Ceroboh

420 88 11
                                    

Pertama kalinya dalam duniaku yang dipenuhi vampire, insomniaku kembali. Sejak aku berada di hutan penuh vampire ini, pasti ada saja yang membuat mata ini terpejam kala purnama bersinar terang di atas sana. Namun karena pertengkaranku dan Seokmin sore tadi, aku jadi terjaga dengan perasaan tidak enak. Ada rasa ingin meminta maaf, tapi Seokmin tidak kunjung kembali.

Pekerjaanku sejak tadi hanya memandangi langit gelap untuk menemukan sesosok bayangan yang mungkin terlintas di penglihatannya. Harap-harap bukan bayangan vampire lain yang tampak.

Putus asa karena perasaan tidak nyaman, aku memikirkan cara lain untuk pergi dari kastil ini. Beresiko memang. Namun aku tidak bisa tenang jika belum meminta maaf. Tapi..

"Bagaimana caranya aku turun?"

Aku mengeluarkan kepala dari jendela yang berlubang tanpa kaca atau penghalang. Menatap ke bawah sana yang jauh dari jarak tanah. Hanya begini saja, mataku sudah berkunang-kunang. Kastil megah dan besar, tapi tidak punya pintu normal karena pemiliknya adalah vampire, yang datang dan pergi dengan sayap layaknya burung.

Kugaruk-garuk kepala ini yang kebingungan. Menyapu pandangan ke segela arah untuk mencari sebuah benda yang mungkin bisa digunakan untuk turun. Tanganku meraba-raba area gelap yang tidak dapat terjangkau mataku. 

Alih-alih menemukan tali dan sebagainya, kakiku justru menyenggol sebuah benda yang bergelinding jatuh. Memberikan bunyi khas yang sedikit familiar. Aku coba mengambilnya dengan pencahayaan minim dan membawanya ke jendala untuk meminta bantuan sinar bulan.

Mataku sedikit menyipit membaca tulisan yang tertera pada botol kecil itu. Obat Depresi

"Hm?" Aku sedikit bingung. Untuk pada seorang vampire memiliki obat depresi? Kubuka tutupnya. Di dalam sana masih tersisa beberapa butir obat yang sedikit lagi hampir habis. 

Ini obat persis seperti yang ku minum saat aku tidak bisa menerima kenyataan hidupku di masa sekolah menengah. Hanya kemasannya saja yang sedikit lama dan kuno.

Saat itu kehidupanku seakan terbalik 180 derajat. Orang-orang langsung memandangku dengan rendah dan murahan. Tatapan iba sebagian orang, hanya sebagai kamuflase semata untuk mencari perhatian. Mulai sejak itu, masa sekolahku hancur. Orang-orang tidak ada yang memedulikanku dan hanya datang saat membutuhkanku. 

Setiap kali mengingat masa kelam itu, dadaku terasa sakit dan kepalaku akan pusing. Lalu, obat ini pun jadi jalan pintasku agar tetap waras.
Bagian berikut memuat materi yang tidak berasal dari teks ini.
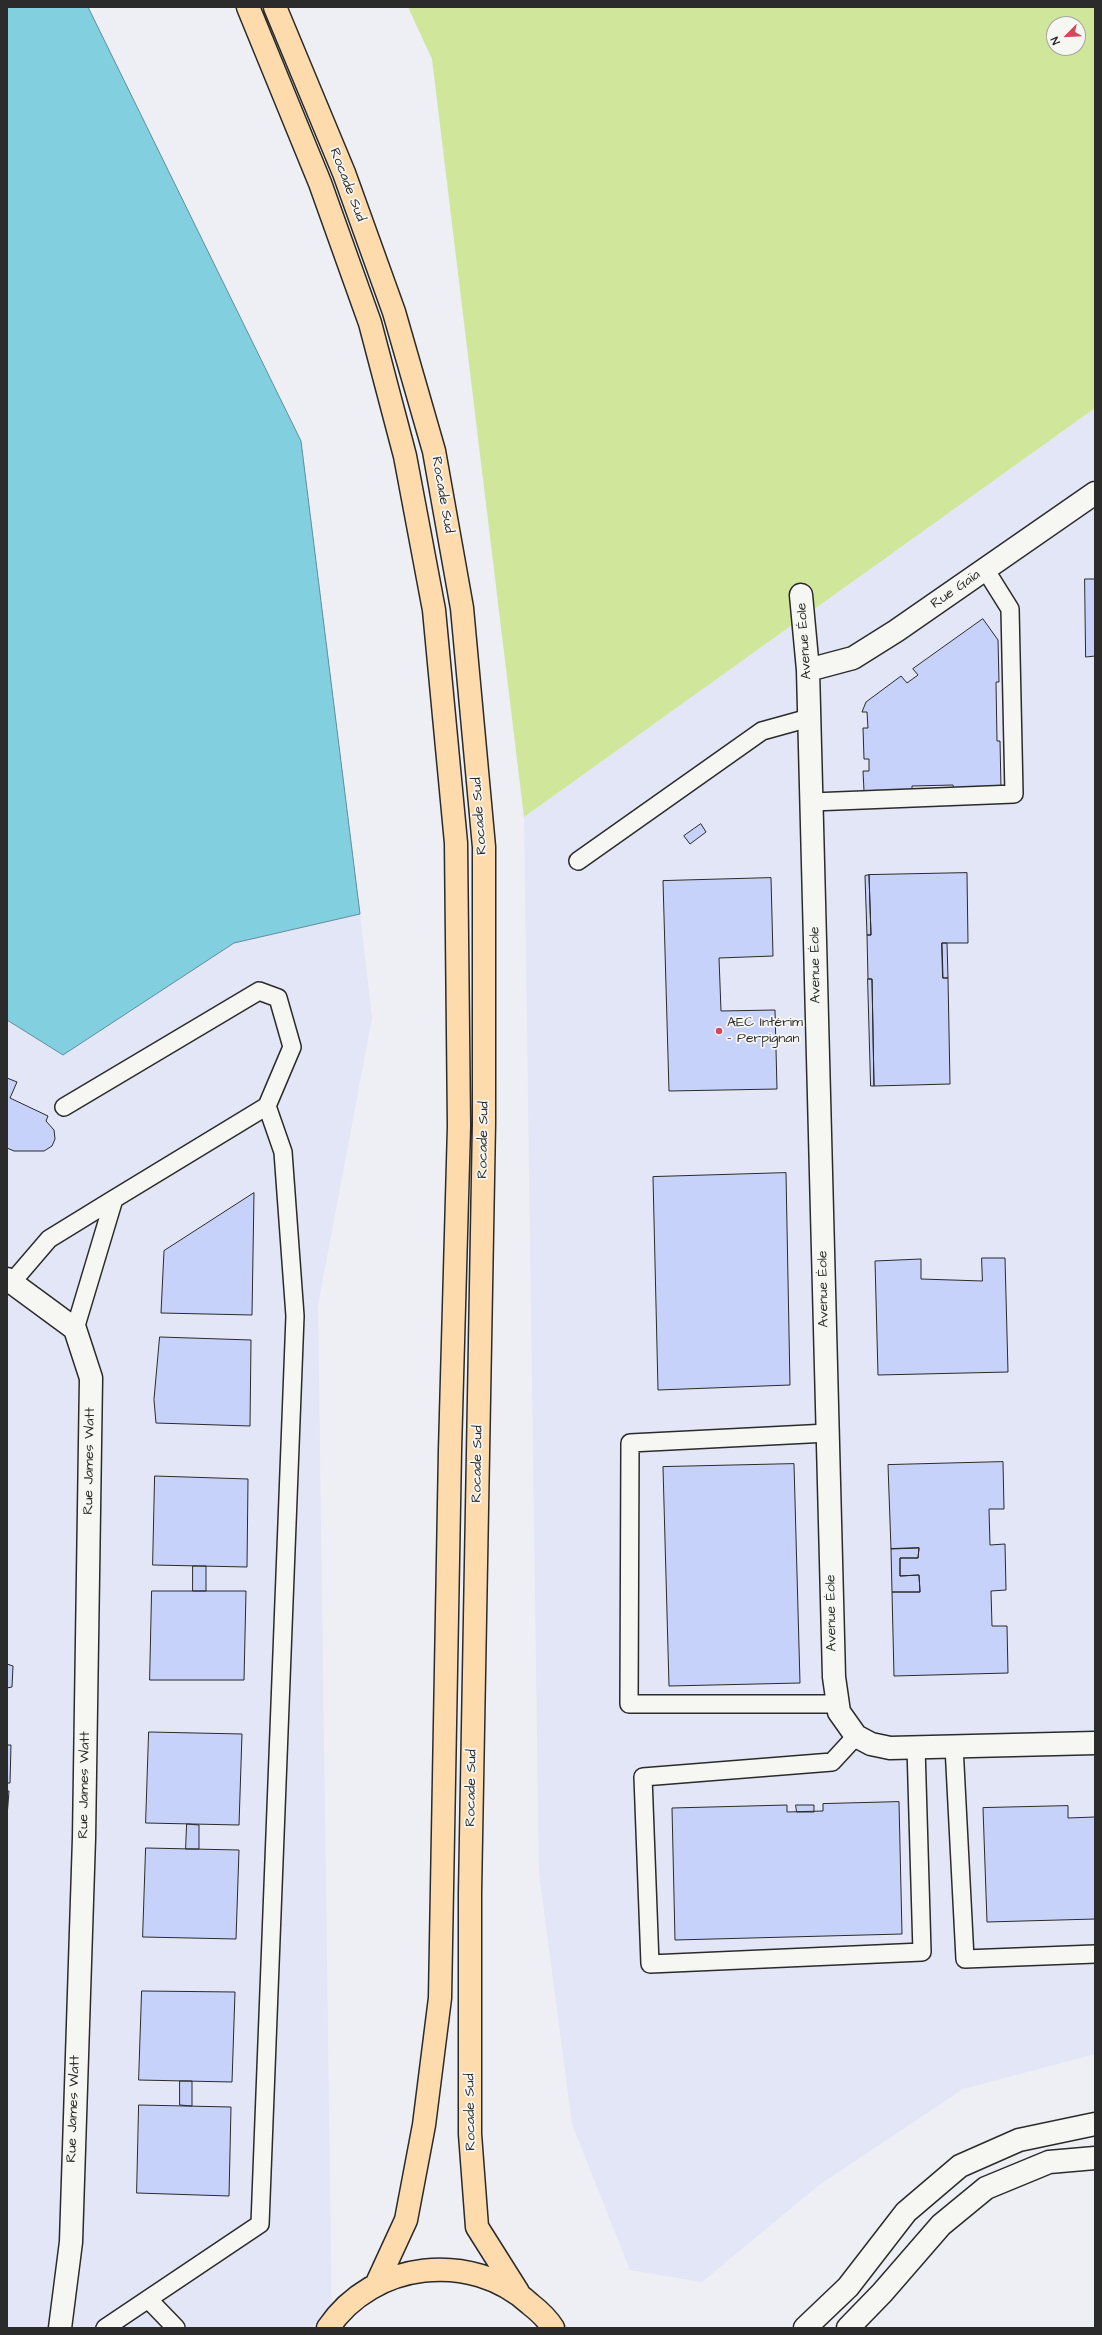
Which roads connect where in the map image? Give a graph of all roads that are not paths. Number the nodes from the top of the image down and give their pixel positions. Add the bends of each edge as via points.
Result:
1 (248, 7) edge
2 (275, 7) edge
3 (1095, 493) edge
4 (985, 569) junction
5 (802, 595) dead end
6 (808, 670) junction
7 (809, 718) junction
8 (812, 802) junction
9 (578, 861) dead end
10 (267, 1106) junction
11 (64, 1107) dead end
12 (114, 1199) junction
13 (10, 1280) edge
14 (75, 1329) junction
15 (828, 1433) junction
16 (838, 1704) junction
17 (856, 1736) junction
18 (1095, 1743) edge
19 (954, 1746) junction
20 (916, 1747) junction
21 (1095, 1954) edge
22 (1095, 2124) edge
23 (1095, 2158) edge
24 (377, 2283) junction
25 (518, 2292) junction
26 (148, 2299) junction
27 (60, 2328) edge
28 (105, 2328) edge
29 (176, 2328) edge
30 (328, 2328) edge
31 (553, 2328) edge
32 (805, 2328) edge
33 (848, 2328) edge

1 - 24 main road, Rocade Sud via 320,183 370,323 406,456 434,610 456,843 459,1126 440,1998 424,2125 406,2220
2 - 25 main road, Rocade Sud via 344,173 394,312 434,451 462,608 484,847 484,1123 470,1885 470,2134 477,2227
3 - 4 street, Rue Gaïa
4 - 6 street, Rue Gaïa via 853,658
4 - 8 lane via 1010,609 1014,794
5 - 6 street, Avenue Éole
6 - 7 street, Avenue Éole
7 - 8 street, Avenue Éole
7 - 9 lane via 762,732
8 - 15 street, Avenue Éole
10 - 11 lane via 292,1047 278,998 259,991
10 - 12 lane
10 - 26 lane via 284,1152 294,1316 260,2224
12 - 13 lane via 49,1239
12 - 14 lane
13 - 14 street
14 - 27 street, Rue James Watt via 91,1378 84,1830 71,2242
15 - 16 street, Avenue Éole via 834,1677
15 - 16 lane via 630,1443 629,1704
16 - 17 street, Avenue Éole via 838,1712
17 - 20 street, Avenue Éole via 871,1744 890,1748
17 - 20 lane via 832,1762 643,1777 650,1964 922,1952
18 - 19 street, Avenue Éole
19 - 20 street, Avenue Éole
19 - 21 lane via 965,1959
22 - 32 street via 1019,2140 960,2166 906,2212 848,2287
23 - 33 street via 1049,2162 986,2188 941,2225
24 - 25 main road via 412,2271 449,2268 485,2276
24 - 30 main road via 339,2312
25 - 31 main road via 548,2319
26 - 28 lane
26 - 29 lane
"Memaksa seseorang untuk menyembunyikan perasaannya demi kebaikan. Dia memang tidak punya hati."

"Daripada membaca perasaan orang lain, aku lebih ingin orang lain membaca perasaanku. Lelah mengerti orang lain, tanpa dimengerti."

Sepintas aku seakan mengingat ucapan Seokmin saat pertemuan kami. Dia memang sempat mengatakan hal-hal sensitif berbau perasaan, kekejaman, mengerti, dan dimengerti. Apakah mungkin dia meninggal karena hal lain?

Kuleha napas dari tebakanku yang mulai ke mana-mana. Meletakkan obat itu dekat meja di mana aku menyenggolnya tadi. Beralih mengambil sebuah tanaman merambat yang mungkin saja bisa dijadikan tali. Tapi sebelum benar-benar menggunakannya, aku menarik-nariknya terlebih dahulu untuk memastikan kekuatannya. Aku juga tidak mau jatuh dan mati konyol karena ini.

Setelah memastikannya. Aku mengikat ujung tanaman ini pada benda yang berat. Merentangkan sisanya ke bawah hingga menyentuh tanah. Aku memegangi tanaman itu erat-erat. Tanganku berkeringat dan dadaku mulai berlarian. Sepertinya aku menemukan ketakutan lain, yaitu ketinggian.

Dengan tubuh bergetar, aku menuruni tali alami ini perlahan-lahan. Sangat lambat hingga rasanya siput pun akan tertawa senang karena berhasil membalapku. Cukup lama aku bergelantungan pada tali alami ini, hingga kakiku akhirnya bisa berciuman dengan tanah yang kering.